This is the first of several blog postings that I'm going to write on the Art of Guesstimation. I guesstimate that I'll be writing 7 +/- 2 postings on this subject, depending on how our conversation progresses and how I decide to divide the overall topic into blog postings (I currently have a plan but I suspect it will evolve based on feedback). My eventual goal is a detailed article on the subject, likely sometime in February 2020.
You've liked noticed that I have been using the term guesstimate rather than estimate. This isn't a typo.
In early December I was in Las Vegas at SeminarsWorld co-teaching the inaugural Disciplined Agile Lean Scrum Master (DALSM) workshop with Al Shalloway. One of the topics that we covered was Agile Estimation where I brought up the fact that estimates are often guesses, particularly in the IT space. This was a bit of a shock for some students as it went against their project management belief system. Interestingly one student had a story about they had recently had a conversation about this very issue with some of her stakeholders when they weren't given the "exact answer" as to the potential cost and schedule of an IT project they were about to embark upon.
So let's move away from a belief-based discussion in favour of a fact-based discussion by seeing what the dictionary has to say on the subject.
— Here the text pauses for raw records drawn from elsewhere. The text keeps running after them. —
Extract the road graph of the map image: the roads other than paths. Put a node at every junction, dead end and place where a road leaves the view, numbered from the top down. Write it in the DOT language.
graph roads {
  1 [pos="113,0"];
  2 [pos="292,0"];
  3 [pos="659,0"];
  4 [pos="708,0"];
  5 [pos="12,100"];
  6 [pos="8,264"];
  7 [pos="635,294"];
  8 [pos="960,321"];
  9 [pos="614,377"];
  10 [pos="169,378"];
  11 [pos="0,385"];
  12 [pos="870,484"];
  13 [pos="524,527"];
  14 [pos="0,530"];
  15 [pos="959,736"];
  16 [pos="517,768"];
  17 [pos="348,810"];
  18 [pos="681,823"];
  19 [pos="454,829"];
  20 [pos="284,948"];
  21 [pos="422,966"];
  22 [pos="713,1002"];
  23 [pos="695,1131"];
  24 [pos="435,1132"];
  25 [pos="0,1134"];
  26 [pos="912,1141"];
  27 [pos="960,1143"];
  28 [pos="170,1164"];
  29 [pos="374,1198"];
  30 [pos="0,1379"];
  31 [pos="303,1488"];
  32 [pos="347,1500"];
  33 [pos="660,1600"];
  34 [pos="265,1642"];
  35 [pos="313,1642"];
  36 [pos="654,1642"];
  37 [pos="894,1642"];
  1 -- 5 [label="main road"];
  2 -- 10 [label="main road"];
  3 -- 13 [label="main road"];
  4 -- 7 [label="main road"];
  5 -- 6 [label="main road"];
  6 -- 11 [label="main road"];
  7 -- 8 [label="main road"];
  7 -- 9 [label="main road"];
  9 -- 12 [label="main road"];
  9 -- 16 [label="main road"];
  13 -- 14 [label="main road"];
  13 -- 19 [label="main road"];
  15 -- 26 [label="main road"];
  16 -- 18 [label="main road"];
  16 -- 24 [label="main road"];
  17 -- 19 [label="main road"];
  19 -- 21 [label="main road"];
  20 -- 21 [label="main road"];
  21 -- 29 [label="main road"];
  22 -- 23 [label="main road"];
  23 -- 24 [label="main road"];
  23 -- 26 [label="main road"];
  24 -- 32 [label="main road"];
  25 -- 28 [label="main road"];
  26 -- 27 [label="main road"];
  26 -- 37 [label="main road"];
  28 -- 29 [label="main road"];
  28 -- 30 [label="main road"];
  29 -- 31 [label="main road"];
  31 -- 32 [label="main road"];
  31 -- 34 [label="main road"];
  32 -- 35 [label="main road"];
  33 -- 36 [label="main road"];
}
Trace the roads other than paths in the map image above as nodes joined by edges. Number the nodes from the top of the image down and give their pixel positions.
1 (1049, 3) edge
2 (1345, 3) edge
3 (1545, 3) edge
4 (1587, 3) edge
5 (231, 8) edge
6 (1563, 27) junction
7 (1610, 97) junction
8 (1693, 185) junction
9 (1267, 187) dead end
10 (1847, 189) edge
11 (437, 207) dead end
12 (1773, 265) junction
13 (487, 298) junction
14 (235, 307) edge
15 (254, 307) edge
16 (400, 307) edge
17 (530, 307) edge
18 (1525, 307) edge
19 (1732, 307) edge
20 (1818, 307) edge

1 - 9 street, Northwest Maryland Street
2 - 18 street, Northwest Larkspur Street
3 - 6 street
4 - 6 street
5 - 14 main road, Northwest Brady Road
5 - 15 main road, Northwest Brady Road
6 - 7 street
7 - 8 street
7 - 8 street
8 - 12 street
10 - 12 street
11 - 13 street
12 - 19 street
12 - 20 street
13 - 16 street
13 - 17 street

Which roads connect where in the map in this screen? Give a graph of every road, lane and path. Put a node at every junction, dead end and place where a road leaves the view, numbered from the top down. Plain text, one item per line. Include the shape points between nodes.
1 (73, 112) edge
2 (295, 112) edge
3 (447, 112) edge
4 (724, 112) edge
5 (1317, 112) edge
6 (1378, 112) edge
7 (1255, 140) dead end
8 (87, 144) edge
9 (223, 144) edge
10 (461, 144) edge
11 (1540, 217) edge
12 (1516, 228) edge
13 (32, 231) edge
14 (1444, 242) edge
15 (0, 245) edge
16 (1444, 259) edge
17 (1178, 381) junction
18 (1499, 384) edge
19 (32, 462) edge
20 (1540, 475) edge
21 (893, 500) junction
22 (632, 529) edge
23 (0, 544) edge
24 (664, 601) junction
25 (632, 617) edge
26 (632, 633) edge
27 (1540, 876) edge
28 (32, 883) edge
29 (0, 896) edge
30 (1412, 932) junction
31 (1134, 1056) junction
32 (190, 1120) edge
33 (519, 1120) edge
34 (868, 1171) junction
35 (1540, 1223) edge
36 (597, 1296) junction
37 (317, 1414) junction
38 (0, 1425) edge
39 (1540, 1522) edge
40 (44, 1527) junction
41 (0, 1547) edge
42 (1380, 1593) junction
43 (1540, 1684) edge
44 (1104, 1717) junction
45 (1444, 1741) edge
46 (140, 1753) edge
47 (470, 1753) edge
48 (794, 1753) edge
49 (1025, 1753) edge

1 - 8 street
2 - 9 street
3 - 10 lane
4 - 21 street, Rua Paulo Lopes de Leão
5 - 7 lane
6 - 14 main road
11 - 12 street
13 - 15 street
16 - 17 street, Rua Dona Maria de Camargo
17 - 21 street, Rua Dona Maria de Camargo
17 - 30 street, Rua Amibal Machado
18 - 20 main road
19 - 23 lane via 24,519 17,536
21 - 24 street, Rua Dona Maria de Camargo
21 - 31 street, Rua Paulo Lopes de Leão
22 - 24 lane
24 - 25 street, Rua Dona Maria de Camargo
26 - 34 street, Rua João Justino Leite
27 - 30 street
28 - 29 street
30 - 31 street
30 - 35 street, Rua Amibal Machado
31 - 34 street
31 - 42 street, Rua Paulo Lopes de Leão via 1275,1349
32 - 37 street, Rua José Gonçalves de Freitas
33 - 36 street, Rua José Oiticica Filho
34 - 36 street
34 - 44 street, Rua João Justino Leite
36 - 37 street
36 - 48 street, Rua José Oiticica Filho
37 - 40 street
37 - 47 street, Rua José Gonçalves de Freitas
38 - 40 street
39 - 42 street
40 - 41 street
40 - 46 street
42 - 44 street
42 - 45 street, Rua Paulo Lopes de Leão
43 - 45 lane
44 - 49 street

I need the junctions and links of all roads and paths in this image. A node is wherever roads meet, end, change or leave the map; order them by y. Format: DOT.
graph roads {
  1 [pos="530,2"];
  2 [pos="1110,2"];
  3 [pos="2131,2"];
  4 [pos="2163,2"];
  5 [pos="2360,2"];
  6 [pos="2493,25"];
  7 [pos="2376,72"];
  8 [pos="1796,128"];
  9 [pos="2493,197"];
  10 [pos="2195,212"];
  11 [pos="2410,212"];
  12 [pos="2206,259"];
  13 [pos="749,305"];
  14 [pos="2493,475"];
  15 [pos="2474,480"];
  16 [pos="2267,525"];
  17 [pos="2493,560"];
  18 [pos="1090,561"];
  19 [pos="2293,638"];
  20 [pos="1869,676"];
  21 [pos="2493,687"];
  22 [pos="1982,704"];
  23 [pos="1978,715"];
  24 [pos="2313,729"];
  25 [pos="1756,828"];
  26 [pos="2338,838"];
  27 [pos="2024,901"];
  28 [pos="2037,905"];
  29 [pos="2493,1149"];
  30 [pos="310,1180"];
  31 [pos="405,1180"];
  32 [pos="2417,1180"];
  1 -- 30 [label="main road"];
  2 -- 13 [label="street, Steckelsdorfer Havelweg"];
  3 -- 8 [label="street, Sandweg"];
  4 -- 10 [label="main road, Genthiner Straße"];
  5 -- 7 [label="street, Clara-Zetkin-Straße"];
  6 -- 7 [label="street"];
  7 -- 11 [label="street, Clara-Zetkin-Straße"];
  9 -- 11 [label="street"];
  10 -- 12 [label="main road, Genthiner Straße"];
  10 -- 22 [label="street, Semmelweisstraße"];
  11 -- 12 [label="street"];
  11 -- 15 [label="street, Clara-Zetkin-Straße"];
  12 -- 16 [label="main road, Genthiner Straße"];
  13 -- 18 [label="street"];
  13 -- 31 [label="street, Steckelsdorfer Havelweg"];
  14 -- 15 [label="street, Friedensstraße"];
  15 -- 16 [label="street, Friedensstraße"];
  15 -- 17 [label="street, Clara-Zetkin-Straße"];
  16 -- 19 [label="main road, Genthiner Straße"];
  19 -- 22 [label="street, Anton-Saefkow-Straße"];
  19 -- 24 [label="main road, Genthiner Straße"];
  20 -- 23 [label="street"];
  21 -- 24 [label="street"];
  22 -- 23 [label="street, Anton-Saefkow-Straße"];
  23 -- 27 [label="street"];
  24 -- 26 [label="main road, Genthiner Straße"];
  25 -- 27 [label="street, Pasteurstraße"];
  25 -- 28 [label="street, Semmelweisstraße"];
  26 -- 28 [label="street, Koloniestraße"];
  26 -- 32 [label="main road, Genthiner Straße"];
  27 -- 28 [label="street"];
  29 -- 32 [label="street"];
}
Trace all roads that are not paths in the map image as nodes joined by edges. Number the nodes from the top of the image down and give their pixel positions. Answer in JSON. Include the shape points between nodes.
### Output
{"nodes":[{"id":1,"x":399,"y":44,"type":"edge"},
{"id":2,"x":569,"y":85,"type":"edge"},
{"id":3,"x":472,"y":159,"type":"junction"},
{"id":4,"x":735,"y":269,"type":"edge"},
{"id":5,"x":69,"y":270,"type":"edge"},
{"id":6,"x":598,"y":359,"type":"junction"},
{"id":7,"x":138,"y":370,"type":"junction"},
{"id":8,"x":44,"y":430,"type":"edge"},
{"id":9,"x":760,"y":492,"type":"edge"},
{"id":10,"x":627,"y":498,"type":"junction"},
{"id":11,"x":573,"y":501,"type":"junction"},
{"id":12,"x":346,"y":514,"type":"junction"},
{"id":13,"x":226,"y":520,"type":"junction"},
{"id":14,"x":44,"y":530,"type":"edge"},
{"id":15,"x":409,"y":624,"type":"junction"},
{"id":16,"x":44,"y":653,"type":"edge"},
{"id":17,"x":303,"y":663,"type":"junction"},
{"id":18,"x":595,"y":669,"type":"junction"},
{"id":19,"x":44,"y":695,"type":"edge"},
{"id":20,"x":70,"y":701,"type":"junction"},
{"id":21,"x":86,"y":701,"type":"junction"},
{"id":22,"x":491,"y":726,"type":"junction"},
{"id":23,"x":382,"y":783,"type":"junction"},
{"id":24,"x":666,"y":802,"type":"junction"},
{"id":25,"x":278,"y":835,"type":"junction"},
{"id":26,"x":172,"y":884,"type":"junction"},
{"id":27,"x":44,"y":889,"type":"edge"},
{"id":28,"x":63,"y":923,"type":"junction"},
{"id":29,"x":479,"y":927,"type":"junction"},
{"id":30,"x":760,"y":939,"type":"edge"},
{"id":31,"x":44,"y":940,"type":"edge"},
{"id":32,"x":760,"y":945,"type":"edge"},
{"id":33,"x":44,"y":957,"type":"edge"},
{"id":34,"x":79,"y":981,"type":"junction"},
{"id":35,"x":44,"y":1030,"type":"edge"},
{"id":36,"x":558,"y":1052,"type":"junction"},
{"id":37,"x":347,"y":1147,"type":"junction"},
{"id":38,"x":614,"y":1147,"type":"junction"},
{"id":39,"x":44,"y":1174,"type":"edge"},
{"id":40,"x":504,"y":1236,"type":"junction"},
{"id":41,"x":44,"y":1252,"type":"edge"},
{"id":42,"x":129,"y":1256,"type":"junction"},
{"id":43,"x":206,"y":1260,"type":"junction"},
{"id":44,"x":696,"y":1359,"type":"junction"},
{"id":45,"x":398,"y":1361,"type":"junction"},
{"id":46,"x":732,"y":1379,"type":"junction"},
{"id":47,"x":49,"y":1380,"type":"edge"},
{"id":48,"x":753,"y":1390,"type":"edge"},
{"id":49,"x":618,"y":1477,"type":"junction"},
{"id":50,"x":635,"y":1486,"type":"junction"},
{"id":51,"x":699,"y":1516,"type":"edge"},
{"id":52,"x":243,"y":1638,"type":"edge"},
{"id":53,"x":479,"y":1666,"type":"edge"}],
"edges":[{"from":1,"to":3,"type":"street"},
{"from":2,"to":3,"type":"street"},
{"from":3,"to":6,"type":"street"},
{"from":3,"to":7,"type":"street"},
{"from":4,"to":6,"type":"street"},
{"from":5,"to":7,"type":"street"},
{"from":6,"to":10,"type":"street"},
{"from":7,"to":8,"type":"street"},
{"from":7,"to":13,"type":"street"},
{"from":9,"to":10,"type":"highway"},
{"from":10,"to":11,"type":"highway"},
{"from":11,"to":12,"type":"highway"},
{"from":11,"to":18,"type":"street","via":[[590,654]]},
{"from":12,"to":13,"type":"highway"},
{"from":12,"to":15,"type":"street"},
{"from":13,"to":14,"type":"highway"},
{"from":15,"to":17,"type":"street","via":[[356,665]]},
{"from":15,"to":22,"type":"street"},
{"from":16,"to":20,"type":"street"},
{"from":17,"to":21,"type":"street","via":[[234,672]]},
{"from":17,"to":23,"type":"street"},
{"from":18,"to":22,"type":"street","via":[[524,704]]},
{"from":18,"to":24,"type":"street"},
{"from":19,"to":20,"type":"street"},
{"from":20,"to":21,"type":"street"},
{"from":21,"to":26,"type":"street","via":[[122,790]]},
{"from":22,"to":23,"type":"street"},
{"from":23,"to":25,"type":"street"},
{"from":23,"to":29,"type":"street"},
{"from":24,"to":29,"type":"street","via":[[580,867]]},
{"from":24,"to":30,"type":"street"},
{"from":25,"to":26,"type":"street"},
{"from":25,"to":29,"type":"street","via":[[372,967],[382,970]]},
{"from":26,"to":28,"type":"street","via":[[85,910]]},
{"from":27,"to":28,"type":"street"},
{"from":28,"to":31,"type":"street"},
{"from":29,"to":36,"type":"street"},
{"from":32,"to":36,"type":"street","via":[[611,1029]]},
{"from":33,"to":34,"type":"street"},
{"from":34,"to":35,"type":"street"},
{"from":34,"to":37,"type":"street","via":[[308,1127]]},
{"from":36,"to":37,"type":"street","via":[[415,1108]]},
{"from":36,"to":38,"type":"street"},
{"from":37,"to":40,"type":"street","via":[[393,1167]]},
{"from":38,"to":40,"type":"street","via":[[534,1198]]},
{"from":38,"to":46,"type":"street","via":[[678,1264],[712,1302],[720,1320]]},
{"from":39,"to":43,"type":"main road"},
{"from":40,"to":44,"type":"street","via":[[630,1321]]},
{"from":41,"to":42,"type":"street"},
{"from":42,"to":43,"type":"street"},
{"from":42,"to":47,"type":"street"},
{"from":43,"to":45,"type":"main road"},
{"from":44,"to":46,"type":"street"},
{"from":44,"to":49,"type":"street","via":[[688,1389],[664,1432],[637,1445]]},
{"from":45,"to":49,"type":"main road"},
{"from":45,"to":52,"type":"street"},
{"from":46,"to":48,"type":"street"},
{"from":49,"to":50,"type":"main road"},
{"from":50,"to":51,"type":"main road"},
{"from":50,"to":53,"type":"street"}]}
Merriam Webster defines estimate as:
- The act of appraising or valuing
- An opinion or judgement of the nature, character, or quality of a person or thing
- A rough or approximate calculation
So, particularly given 2 and 3, there is a bit of wiggle room in our estimates. Now let's consider the definition of guesstimate, which has been a "real word" since 1923. According to Merriam Webster, a guesstimate is an estimate usually made without adequate information. Hmmm.... sounds a lot like the situation faced by most teams in the software space, doesn't it?
The traditional response to the problem of inadequate information is to perform detailed analysis and design early in a project. In theory this should work, but it flies in the face of several unfortunate challenges faced by software teams:
- Stakeholders are not very good at defining what they want when it comes to intangible things such as software, usually because they just don't know what they (don't) want until they see it (so work incrementally)
- People change their minds when they do see it (so work collaboratively)
- Their actual needs change over time, often due to changing conditions in their marketplace (so deliver quickly and often)
- The solution space changes constantly, with new technologies and platforms emerging on a regular basis (so be technically adept)
None of these challenges are addressed well by detailed, up-front modelling and planning. The unfortunate reality is that at the beginning of a software project, and I suspect for any project similarly focused on intangible things, the information that we will base our initial estimates on will be vague at best. This tells us that in the early days of a software project we are clearly guesstimating. As the project progresses our stakeholders have a better understanding of what they actually need and the team has a better understanding of how they're going to meet those needs. The implication is that over time we can tighten up our guesstimates until we eventually find ourselves in a situation where the term "estimate" begins to become viable.
Future postings in this series will focus on how estimates are really probability distributions, what we're really saying when we say "on time" or "on budget", why we should provide ranged guesstimates even though many people still want to hear "exact" estimates, truisms about guesstimation, and how Disciplined Agile (DA) improves upon Agile's classic burn down and burn up charts to provide ranged estimates.